I know someone who works a 4 day week but has a 5 day a week nanny. Friday's are spent running around like a loon so there are no chores or shopping to do on the weekend. She often takes a few hours to go to the gym, get her hair done or whatever. It sounds lovely
I see no reason not to hire someone to come in on a weekend afternoon to take your kids off to the park for a few hours etc. so you can both have some time off. I try to spend the money on a cleaner as I am out at work all day but the end result is that I'm either at work or with my kids. There is no "me" time until 9pm for the most part. They are little though so we're not really at the stage where they will entertain themselves with some lego or a film for a few hours.
It's outside my experience but what do other parents do with 8yr olds in the evenings to stagger bedtimes? I'd be inclined to allow reading or quiet play until 7.30/8 depending on start times in the morning but that's it. Tricky if they are sharing with a younger sibling and general telly watching is mostly inappropriate at that time. It's a good time to play with something really fiddly that needs to be kept out of the way of a 3yo but it's the last thing you will want to clear up every night.
I get make sure mine is ready for bed earlier than 'lights out time'. Also my DC have about an hour 'quiet time' in their room before 'lights out'. If my DC does not get this for some reason will miss it, likes to read and wind down. What this does mean is that the DC are not running about the house right up until bed, time you can relax and by the time you do get to say goodnight they are more chilled out.
This was me a few days ago. I had to change a few things around. I work a few hours less...Do a lot of slow cooker meals which seems to make evenings better.

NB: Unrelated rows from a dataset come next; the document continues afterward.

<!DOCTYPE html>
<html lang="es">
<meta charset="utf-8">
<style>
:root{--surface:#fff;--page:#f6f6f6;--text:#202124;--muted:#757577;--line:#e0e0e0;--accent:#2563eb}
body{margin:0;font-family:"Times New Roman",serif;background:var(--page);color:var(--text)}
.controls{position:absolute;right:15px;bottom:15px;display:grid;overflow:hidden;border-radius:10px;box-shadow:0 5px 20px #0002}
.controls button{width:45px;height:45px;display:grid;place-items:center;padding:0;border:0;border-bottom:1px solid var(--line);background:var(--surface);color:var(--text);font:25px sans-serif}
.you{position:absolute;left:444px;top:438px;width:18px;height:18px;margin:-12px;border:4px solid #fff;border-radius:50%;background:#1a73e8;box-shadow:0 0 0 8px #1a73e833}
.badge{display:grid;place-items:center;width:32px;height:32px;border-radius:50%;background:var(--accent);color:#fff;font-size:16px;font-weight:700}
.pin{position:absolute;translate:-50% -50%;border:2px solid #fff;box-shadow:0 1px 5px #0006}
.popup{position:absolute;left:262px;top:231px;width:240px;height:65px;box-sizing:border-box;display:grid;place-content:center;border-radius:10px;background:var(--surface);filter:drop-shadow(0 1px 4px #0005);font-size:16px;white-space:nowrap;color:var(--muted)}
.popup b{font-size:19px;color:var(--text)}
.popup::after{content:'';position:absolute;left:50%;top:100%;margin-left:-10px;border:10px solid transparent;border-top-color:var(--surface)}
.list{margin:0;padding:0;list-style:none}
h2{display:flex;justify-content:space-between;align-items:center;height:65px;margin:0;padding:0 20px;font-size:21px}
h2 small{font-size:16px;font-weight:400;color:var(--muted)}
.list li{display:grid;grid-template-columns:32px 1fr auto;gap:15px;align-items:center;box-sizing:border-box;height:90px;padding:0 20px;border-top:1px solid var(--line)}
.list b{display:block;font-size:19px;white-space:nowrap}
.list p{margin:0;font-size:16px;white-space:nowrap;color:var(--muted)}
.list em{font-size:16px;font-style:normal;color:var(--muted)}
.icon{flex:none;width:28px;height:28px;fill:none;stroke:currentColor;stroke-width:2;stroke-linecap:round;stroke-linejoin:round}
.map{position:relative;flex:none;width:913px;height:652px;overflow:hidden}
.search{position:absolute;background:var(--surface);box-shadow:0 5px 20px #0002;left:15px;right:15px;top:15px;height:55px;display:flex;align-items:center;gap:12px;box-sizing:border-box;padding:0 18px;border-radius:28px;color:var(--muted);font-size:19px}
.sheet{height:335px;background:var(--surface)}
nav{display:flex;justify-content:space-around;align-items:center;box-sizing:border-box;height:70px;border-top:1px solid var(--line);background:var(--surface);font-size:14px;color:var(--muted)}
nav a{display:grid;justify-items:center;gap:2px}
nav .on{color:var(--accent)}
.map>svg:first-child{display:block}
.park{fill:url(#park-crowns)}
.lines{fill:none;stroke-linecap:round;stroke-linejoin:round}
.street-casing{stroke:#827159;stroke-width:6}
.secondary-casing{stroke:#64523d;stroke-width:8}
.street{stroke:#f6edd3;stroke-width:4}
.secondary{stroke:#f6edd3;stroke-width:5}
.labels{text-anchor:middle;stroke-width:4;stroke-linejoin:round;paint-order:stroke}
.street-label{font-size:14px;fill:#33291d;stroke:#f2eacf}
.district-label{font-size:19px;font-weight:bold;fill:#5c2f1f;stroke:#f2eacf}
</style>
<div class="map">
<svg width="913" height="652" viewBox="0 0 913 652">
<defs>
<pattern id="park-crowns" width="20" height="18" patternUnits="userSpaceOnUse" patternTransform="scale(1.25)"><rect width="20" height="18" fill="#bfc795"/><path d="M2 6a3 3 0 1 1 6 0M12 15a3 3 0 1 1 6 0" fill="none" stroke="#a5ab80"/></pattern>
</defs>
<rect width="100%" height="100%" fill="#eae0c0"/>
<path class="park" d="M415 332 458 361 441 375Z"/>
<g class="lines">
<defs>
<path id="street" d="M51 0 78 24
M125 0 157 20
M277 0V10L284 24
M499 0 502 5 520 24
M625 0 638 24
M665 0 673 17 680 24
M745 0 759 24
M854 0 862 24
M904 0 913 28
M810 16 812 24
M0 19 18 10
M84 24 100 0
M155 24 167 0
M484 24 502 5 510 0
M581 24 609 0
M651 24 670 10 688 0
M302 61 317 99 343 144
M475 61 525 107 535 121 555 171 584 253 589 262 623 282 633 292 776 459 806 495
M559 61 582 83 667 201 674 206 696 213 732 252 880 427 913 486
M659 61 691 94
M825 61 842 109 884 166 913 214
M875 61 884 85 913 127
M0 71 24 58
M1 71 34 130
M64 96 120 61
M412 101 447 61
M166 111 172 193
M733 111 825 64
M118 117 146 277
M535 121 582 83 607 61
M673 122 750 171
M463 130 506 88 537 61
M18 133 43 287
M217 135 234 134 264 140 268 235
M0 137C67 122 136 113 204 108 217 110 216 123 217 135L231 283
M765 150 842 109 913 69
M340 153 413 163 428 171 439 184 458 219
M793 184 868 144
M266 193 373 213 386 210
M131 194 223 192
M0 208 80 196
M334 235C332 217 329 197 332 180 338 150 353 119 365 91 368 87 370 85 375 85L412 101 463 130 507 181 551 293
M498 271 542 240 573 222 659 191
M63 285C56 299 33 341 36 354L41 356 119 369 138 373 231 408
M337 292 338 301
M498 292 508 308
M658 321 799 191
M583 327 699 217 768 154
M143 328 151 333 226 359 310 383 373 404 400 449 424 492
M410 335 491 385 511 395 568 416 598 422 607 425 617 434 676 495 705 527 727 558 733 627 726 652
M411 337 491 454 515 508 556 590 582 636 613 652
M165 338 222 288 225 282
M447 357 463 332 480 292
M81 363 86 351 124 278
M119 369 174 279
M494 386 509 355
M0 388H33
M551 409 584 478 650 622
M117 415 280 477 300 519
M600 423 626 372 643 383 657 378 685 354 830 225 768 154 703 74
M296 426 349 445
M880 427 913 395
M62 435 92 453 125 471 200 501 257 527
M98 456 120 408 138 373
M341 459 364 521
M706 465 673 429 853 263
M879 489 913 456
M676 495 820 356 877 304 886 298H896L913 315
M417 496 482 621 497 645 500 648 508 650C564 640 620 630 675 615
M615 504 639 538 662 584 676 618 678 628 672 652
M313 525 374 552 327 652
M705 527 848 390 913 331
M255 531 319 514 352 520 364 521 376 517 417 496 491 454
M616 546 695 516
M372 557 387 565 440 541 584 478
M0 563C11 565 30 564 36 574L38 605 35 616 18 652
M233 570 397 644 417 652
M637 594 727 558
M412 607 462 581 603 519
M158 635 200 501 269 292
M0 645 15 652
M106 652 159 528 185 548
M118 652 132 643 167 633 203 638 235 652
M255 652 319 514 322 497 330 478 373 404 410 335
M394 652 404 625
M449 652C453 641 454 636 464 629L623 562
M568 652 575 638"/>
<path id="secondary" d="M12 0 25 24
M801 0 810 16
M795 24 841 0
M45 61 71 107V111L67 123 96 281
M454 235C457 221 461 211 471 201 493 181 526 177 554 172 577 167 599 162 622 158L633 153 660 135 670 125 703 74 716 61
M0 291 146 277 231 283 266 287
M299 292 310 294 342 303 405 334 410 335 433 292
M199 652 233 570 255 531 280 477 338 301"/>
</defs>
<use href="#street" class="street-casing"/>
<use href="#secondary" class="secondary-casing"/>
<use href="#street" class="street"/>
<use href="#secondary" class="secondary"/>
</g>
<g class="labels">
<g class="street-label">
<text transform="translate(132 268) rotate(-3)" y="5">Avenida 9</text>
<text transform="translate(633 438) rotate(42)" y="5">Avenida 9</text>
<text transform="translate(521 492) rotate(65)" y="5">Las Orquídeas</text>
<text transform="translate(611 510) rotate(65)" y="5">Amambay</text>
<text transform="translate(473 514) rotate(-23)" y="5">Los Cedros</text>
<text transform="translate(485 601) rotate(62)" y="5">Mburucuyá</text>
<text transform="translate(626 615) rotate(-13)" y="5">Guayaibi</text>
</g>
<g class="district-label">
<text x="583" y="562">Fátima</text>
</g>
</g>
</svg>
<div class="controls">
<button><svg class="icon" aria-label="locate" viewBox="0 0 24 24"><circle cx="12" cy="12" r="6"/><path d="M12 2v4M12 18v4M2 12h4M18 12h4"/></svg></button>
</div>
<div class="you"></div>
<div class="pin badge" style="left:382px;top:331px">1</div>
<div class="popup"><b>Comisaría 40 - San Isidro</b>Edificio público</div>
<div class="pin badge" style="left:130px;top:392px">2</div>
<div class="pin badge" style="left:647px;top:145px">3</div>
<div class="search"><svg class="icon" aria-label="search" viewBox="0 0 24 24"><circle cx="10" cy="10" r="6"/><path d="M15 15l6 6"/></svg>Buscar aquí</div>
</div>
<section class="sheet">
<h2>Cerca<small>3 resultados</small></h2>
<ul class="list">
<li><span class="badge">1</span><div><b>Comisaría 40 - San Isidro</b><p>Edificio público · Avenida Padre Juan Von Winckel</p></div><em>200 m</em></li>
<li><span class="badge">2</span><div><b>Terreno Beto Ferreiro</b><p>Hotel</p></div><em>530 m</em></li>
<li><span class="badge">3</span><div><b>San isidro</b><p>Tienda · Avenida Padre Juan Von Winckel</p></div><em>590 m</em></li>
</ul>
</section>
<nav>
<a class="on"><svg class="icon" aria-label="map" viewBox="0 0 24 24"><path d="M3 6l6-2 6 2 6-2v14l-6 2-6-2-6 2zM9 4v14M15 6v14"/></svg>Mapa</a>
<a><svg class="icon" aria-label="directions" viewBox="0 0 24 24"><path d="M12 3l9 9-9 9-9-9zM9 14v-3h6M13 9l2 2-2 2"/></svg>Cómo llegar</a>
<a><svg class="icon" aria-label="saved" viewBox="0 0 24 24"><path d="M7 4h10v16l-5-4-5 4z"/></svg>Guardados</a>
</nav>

I also get my 7 year old to help with a few jobs that are actually helpful, like take recycling out, Make his own bed.. Sort out socks and pants laundry. Make sure they all take plates in the kitchen,( obviously 3 year old might need someone else to do it, the little things that cut out minutes do really help.
I totally relate to you - my shouting time does tend to be the morning because I feel under loads of pressure with the school day looming and by the evening I let things go more easily! But I hate it and know it is a bad routine and experience for everyone with me being so grumpy.

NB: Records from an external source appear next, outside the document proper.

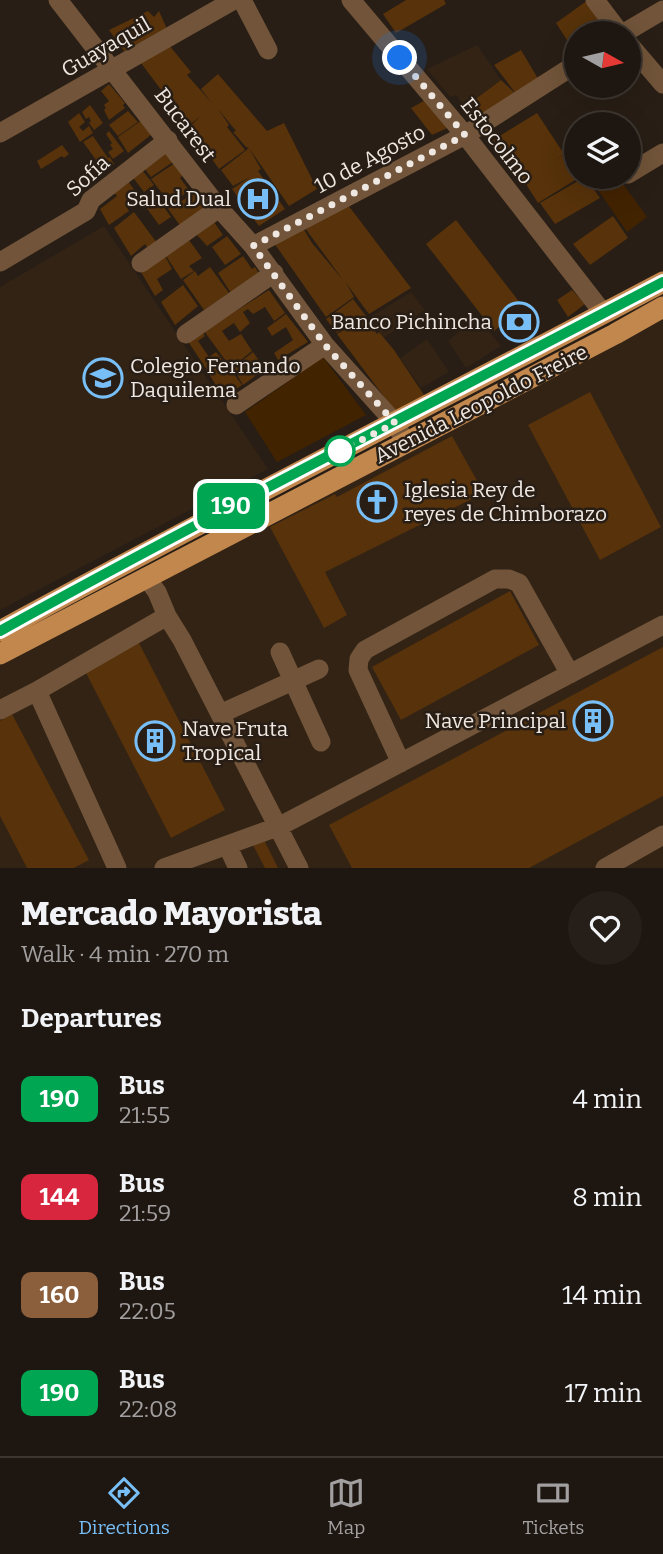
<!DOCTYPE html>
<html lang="en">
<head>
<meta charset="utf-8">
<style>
	body { margin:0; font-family:Bitter,serif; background:#261f19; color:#f1f3f6; height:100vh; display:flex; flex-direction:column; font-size:26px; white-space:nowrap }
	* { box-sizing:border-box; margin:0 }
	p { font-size:23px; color:#a19f9f }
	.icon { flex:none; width:38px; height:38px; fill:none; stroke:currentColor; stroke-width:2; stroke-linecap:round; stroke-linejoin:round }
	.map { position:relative; height:868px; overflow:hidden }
	.side { display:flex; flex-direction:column; background:#1e1610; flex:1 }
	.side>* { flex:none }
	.badge { padding:0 14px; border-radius:10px; font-size:24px; line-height:46px }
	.needle { width:46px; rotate:98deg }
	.controls { position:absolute; left:564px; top:21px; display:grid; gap:14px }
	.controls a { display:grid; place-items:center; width:77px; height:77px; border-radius:50%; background:#1e1610; box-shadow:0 7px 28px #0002,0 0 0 2px #3c3530; font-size:35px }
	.you { position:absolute; width:35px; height:35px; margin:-18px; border:5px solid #fff; border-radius:50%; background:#1a73e8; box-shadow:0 0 0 10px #1a73e833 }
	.map>.badge { position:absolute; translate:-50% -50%; box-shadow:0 0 0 4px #fff }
	h2 { padding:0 21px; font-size:26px; line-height:63px }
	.round { display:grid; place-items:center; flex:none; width:74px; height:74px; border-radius:37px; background:#261f19 }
	.overview { display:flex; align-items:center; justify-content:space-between; height:119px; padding:0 21px }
	h1 { font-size:33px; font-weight:800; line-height:52px }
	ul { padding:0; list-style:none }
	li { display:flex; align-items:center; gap:21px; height:98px; padding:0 21px }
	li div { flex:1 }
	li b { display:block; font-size:26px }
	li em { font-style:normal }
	li .badge { min-width:77px; font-weight:700; text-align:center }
	.dock { display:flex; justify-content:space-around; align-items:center; height:98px; border-top:2px solid #3c3530; background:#1e1610; font-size:19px; color:#a19f9f }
	.dock a { display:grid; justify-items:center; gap:4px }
	.dock .active { color:#78bff7 }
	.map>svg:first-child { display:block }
	.built { fill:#322315 }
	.green { fill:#422300 }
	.building { fill:#57320a }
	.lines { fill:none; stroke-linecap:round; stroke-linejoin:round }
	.minor { stroke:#715439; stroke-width:19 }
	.major { stroke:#c2874d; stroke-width:21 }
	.line-casing { stroke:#fff; stroke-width:16 }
	.line { stroke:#00a651; stroke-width:10 }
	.walk { stroke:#efe8e2; stroke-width:7; stroke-dasharray:0 12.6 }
	.stop-dot { fill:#fff; stroke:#00a651; stroke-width:3.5 }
	.labels { text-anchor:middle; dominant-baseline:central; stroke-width:5; stroke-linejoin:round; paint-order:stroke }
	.street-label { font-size:21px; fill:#efe8e2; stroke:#281e15 }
	.poi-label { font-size:21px; fill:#efe8e2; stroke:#281e15; text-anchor:end }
</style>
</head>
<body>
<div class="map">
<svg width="663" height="868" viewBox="0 0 663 868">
	<rect width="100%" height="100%" fill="#281e15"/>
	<path class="built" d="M477,45L501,80L465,107L456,95L450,97L427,69Z
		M104,226L268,469L0,610V287Z
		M411,292L425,310L383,338L370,317Z
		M663,313V868H0V666L585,359Z
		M477,316L501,346L466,368L448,341Z
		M427,339L449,372L421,388L400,358Z"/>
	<path class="green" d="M589,177H618L647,217L627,232Z
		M323,357L366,415L277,462L245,412Z"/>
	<path class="building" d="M406,0H444L446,4L396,33L383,14Z
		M588,0L615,33H576V54L556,23Z
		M148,11L154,17L159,11L167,29L124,51L109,30Z
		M169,45L191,72L187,75L212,103L201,89L218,74L267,131L284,123L317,189L289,206L249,148L246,147L233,132L236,131L218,109L229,125L227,127L245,150L219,169L189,127L201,116L188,126L141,63Z
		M521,50L540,82L477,123L465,107L501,80L517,95L494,65Z
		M109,84L125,103L123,105L125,108L109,120L104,110L106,108L104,105L109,101L101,91Z
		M431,97L454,125L432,135L411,108Z
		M90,105L103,123L94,130L89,123L91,121L89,117L86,119L82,112Z
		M128,111L138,122L118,136L109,125Z
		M79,113L85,122L79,127L83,131L89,126L93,133L80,142L68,122Z
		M537,113L564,154L554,161L568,152L576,160V177H580L538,203L524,181L493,140Z
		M142,120L152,134L128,153L118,137Z
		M109,131L124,151L113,159L108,152L113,149L110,145L112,143L106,134Z
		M93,136L108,158L110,157L114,164L104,171L83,142Z
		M62,145L69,154L64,158L62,156L41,169L37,161Z
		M162,147L173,162L151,177L140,163Z
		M249,148L261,169L258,171L285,209L259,226L232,189L250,177L233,186L221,170Z
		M175,163L183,175L180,178L189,190L182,196L179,193L169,202L151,179Z
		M138,165L154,185L144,192L128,171Z
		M124,176L139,196L126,206L129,211L109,225L100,209L117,196L110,188Z
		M585,177L600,198L555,224L540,203Z
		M195,192L207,206L181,227L166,206L175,198L180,202Z
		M154,193L171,217L159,225L143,203Z
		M348,205L411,288L369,314L346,283L354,297L326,317L274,243L303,228L312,243L343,280L305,228Z
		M134,212L157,243L149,250L145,244L131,256L114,228Z
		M613,216L628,238L590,265L573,244Z
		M456,220L524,308L494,331L426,244Z
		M214,222L223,235L207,246L197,235Z
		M227,236L241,254L225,265L212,247Z
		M189,240L202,258L189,266L194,271L181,279L166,256Z
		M165,256L172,269L157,279L163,290L155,296L141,272Z
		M243,256L252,269L255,267L260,275L231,293L218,273Z
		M210,267L229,293L204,310L183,280L195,271L198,276Z
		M183,285L198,306L175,325L161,302Z
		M269,290L285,313L274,321L265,307L253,314L248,309L243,312L250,323L240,332L234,323L222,331L229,341L241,334L252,351L231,368L204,331Z
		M572,290L585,304L568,317L557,300Z
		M353,299L366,316L337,333L326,319Z
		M286,314L308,342L278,360L274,353L293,340L286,327L272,336L267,328Z
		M366,318L377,334L379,332L394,350L424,395L397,414L337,334Z
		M203,333L205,336L198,341L209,357L216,352L222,359L207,370L189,343Z
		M253,352L265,369L243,385L233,368Z
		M223,359L242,385L224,398L207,371Z
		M590,392L661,527L600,560L528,425Z
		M452,436L484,493L325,572L347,615L324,628L270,527L335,494L337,497Z
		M510,591L539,645L401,720L372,667Z
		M139,643L225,810L171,838L85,671Z
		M663,647V796L529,868H352L329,825Z
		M12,714L89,860L74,868H27L0,816V721Z
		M264,840L278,868H265L253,845Z"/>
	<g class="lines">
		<path class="minor" d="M58,0L219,208L253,246L325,345L395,423L406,443
			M242,0L268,50
			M351,0L465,135L604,314
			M595,0L620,33
			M624,33L663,10
			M628,43L663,84
			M0,133L234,0
			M628,174L663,153
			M253,246L465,135L576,64
			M0,262L86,211L91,200L168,140
			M141,263L219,208
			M186,334L274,273
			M236,405L325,345
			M146,577L157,592L167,616
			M280,652L321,742
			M0,710L37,691
			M220,714L319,669
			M401,763L358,670L359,659L365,650L495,579H509L519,583L570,674
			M227,845L238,868
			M117,868L37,691L167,616L182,640L299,868
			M164,868L280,826L663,625
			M605,868L663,835"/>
		<path class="major" d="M0,631C219,511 442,399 663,282
			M0,654L615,334L663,307"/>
	</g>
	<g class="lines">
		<g class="line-casing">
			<path id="line" d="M0,631C219,510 442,398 663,282"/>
		</g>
		<use href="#line" class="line"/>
		<path class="walk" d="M340,451L395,423L325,345L253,246L465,135L400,58"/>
	</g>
	<defs>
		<g id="hospital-ring" transform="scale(2.0125)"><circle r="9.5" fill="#281e15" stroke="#78bff7" stroke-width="1.5"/><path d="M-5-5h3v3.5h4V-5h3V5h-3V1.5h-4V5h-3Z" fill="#78bff7"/></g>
		<g id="bank-ring" transform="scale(2.0125)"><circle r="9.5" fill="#281e15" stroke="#78bff7" stroke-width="1.5"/><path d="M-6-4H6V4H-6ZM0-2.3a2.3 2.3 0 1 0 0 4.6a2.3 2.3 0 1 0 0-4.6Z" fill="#78bff7"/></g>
		<g id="school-ring" transform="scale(2.0125)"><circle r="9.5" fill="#281e15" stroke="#78bff7" stroke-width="1.5"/><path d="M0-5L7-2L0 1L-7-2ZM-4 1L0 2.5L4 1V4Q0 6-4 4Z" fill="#78bff7"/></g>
		<g id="church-ring" transform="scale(2.0125)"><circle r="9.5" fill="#281e15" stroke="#78bff7" stroke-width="1.5"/><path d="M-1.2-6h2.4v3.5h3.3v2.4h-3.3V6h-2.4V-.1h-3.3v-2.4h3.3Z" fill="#78bff7"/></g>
		<g id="building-ring" transform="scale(2.0125)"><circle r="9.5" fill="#281e15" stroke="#78bff7" stroke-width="1.5"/><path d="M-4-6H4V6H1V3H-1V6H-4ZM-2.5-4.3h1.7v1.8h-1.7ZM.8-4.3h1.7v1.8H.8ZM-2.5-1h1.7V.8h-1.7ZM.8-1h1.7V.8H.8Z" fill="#78bff7"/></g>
	</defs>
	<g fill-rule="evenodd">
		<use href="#hospital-ring" x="258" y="199"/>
		<use href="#bank-ring" x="519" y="322"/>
		<use href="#school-ring" x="103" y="378"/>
		<use href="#church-ring" x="377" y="502"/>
		<use href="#building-ring" x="593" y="721"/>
		<use href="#building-ring" x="155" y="741"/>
	</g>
	<circle class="stop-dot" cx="340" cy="451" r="14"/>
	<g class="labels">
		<g class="street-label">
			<text transform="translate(106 47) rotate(-30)">Guayaquil</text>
			<text transform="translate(185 125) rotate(53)">Bucarest</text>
			<text transform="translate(497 141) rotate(52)">Estocolmo</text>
			<text transform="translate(370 159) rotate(-28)">10 de Agosto</text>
			<text transform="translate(88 176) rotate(-42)">Sofía</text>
			<text transform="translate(481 404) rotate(-27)">Avenida Leopoldo Freire</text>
		</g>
		<g class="poi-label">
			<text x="231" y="199">Salud Dual</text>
			<text x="492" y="322">Banco Pichincha</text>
			<text x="130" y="366" text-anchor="start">Colegio Fernando<tspan x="130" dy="24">Daquilema</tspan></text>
			<text x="404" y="490" text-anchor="start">Iglesia Rey de<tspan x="404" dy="24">reyes de Chimborazo</tspan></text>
			<text x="566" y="721">Nave Principal</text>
			<text x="182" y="729" text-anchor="start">Nave Fruta<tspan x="182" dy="24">Tropical</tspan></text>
		</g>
	</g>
</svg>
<div class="controls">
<a><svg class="needle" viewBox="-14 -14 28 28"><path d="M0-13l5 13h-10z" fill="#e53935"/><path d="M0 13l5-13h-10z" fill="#a19f9f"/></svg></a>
<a><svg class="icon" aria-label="layers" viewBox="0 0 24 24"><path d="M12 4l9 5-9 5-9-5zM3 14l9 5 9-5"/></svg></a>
</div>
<div class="you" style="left:400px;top:58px"></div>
<b class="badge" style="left:231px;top:506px;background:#00a651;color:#fff">190</b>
</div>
<section class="side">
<div class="overview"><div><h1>Mercado Mayorista</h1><p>Walk · 4 min · 270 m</p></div><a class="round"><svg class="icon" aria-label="heart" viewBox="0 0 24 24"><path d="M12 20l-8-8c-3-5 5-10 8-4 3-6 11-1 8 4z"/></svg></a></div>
<h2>Departures</h2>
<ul>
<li><span class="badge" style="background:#00a651;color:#fff">190</span><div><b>Bus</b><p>21:55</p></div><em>4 min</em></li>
<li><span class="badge" style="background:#d7263d;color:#fff">144</span><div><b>Bus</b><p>21:59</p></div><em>8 min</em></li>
<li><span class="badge" style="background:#8b5e3c;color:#fff">160</span><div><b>Bus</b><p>22:05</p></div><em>14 min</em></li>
<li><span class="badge" style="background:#00a651;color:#fff">190</span><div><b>Bus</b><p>22:08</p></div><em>17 min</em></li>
</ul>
</section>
<nav class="dock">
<a class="active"><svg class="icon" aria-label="directions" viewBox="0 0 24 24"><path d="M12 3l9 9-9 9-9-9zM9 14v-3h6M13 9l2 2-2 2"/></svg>Directions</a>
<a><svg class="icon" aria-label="map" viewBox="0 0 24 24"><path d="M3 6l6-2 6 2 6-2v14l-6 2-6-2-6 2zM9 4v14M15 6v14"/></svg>Map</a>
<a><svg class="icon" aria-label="tickets" viewBox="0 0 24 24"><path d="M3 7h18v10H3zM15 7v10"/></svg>Tickets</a>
</nav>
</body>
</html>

Time to yourself - eg exercise and relaxation time - is key IMO.
I understand you need time to yourself and it is the problem with having babies/toddlers and older "pre-teens", who need to stay up later and do activities, get homework done plus discuss their emotional issues often later in the evening! My age gaps are bigger so I feel it probably more strongly. And I had got into the habit of putting my baby to bed just after six to get some peace, which contributed to her waking earlier and this became a vicious circle - so I have had to delay her bedtime, which knocks onto everything else!
I think the activities are a massive issue - I tend to agree to activities on the basis we can "fit it in" without really thinking about the actual impact of driving around at tea time / bed time! I am going to make a massive effort to think about the actual logistics before agreeing to anything in future years as it does make me feel exhausted sometimes. I am trying to think in advance of when in the after-school period I will have time to get dinner ready, sit and read with DC etc.
My three year old uses a nursery for the free hours rather than going to a nursery school/ school. This means i drop her off at 9.15 and pick up at 2.45 monday and wednesday and she does a slightly shorter day Friday. This suits me because rather than have about an hour five days a week i get enough time to actually get some things done. On the days she's home shes also happy to do things. With my elder two they both did half days which i found a big tie. They were too tired in the afternoon to do much and mornings post drop off were very short before i was walking back.
I don't know if this is an option you had thought about or consider could work for you. No babysitter cost either.